How to complete this task. For each line of the data below that holds "Oaktree", copy the line.

[Stored entries]
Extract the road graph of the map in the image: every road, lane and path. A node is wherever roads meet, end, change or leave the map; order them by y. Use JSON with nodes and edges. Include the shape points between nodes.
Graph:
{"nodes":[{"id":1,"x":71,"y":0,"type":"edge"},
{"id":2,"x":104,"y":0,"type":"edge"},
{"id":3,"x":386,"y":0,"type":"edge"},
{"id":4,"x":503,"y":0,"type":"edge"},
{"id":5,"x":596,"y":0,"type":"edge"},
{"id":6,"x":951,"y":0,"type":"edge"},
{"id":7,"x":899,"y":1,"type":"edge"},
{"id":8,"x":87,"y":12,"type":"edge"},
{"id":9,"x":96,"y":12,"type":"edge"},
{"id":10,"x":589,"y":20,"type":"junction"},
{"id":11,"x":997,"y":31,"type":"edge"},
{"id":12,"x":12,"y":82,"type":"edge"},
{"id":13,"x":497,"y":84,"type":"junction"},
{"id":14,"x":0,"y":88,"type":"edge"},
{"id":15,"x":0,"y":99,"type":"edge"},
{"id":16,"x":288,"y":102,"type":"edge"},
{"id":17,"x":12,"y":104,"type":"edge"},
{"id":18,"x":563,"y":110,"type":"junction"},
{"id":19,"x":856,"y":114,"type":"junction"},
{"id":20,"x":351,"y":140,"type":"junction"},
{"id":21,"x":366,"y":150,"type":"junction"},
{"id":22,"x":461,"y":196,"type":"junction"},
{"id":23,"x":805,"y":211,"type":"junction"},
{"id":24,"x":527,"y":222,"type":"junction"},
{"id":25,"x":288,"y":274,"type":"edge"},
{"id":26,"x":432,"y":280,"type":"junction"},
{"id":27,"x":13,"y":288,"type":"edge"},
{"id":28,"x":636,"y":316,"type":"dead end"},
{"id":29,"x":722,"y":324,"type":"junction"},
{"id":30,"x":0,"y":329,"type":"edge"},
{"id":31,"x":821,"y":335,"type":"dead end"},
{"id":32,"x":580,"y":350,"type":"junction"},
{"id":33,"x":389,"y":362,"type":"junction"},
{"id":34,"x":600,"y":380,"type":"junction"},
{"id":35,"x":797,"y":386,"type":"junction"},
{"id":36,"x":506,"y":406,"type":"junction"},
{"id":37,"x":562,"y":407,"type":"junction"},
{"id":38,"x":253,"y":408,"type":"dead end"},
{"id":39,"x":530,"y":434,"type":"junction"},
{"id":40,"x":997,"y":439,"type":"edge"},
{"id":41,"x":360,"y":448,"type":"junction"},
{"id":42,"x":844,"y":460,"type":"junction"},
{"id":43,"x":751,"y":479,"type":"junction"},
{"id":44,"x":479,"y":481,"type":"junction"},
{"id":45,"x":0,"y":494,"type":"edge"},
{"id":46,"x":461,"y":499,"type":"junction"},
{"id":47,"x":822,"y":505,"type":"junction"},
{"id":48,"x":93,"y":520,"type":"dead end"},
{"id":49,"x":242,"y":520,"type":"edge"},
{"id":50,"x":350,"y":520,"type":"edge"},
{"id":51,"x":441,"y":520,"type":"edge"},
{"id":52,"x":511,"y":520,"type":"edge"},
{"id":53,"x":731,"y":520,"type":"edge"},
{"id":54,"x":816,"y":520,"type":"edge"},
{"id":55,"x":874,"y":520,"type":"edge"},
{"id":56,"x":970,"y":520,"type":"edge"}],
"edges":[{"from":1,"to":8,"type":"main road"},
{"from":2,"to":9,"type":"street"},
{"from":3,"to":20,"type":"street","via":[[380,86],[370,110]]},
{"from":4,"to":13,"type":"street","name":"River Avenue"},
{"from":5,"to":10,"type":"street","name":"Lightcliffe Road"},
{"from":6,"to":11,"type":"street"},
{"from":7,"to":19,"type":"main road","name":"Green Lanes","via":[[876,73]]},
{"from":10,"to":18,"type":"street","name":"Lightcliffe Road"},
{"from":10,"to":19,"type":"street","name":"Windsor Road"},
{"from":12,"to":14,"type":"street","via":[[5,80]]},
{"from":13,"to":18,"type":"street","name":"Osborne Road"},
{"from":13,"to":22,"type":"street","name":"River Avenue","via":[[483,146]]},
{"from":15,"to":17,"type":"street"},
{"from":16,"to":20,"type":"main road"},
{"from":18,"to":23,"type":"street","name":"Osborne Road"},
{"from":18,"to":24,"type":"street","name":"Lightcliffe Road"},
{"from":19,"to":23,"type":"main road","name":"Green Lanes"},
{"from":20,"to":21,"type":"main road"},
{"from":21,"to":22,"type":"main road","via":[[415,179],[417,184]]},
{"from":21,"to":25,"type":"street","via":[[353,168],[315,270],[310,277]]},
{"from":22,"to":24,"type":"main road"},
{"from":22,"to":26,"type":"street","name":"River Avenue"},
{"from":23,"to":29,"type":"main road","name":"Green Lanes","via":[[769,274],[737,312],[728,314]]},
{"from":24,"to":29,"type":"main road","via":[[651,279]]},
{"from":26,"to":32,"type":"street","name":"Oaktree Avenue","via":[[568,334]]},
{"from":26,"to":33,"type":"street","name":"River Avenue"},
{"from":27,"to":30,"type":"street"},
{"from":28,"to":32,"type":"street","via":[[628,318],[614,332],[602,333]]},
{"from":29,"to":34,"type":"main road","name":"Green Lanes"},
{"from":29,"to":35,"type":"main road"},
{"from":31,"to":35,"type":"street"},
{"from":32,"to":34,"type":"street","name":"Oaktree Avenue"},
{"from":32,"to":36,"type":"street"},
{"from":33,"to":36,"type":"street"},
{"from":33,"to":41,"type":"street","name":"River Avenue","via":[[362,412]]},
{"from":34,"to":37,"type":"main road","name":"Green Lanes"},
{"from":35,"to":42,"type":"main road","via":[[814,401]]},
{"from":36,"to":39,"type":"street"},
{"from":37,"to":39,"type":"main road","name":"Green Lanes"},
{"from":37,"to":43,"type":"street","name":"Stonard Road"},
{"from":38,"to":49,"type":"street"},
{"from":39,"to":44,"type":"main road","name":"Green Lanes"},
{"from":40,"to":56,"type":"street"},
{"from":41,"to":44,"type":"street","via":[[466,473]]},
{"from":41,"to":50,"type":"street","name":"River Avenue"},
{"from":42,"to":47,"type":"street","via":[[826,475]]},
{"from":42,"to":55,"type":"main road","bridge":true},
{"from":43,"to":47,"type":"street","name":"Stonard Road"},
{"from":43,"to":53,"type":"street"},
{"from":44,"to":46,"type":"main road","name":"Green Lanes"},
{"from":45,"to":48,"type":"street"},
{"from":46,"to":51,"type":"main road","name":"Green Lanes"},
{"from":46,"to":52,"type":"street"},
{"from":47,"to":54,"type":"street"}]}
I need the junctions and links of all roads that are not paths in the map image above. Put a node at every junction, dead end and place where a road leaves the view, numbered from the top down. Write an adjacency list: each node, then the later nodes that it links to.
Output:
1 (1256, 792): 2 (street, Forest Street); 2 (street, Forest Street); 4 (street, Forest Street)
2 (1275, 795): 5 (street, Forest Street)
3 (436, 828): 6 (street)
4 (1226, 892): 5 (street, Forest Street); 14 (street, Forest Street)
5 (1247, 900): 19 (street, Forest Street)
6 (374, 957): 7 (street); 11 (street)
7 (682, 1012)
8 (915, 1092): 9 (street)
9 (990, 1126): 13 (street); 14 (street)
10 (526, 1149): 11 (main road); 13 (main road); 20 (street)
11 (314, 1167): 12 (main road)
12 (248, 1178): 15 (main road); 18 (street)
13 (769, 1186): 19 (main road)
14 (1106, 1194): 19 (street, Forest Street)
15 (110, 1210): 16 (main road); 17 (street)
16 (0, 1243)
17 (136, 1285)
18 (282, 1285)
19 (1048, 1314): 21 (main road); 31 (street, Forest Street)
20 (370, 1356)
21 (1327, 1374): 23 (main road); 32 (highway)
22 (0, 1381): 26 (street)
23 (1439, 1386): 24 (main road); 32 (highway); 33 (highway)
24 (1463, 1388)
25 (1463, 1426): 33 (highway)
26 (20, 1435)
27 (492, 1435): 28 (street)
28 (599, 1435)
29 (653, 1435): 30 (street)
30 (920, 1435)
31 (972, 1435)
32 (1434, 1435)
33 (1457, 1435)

Answer to the exercise.
{"from":26,"to":32,"type":"street","name":"Oaktree Avenue","via":[[568,334]]},
{"from":32,"to":34,"type":"street","name":"Oaktree Avenue"},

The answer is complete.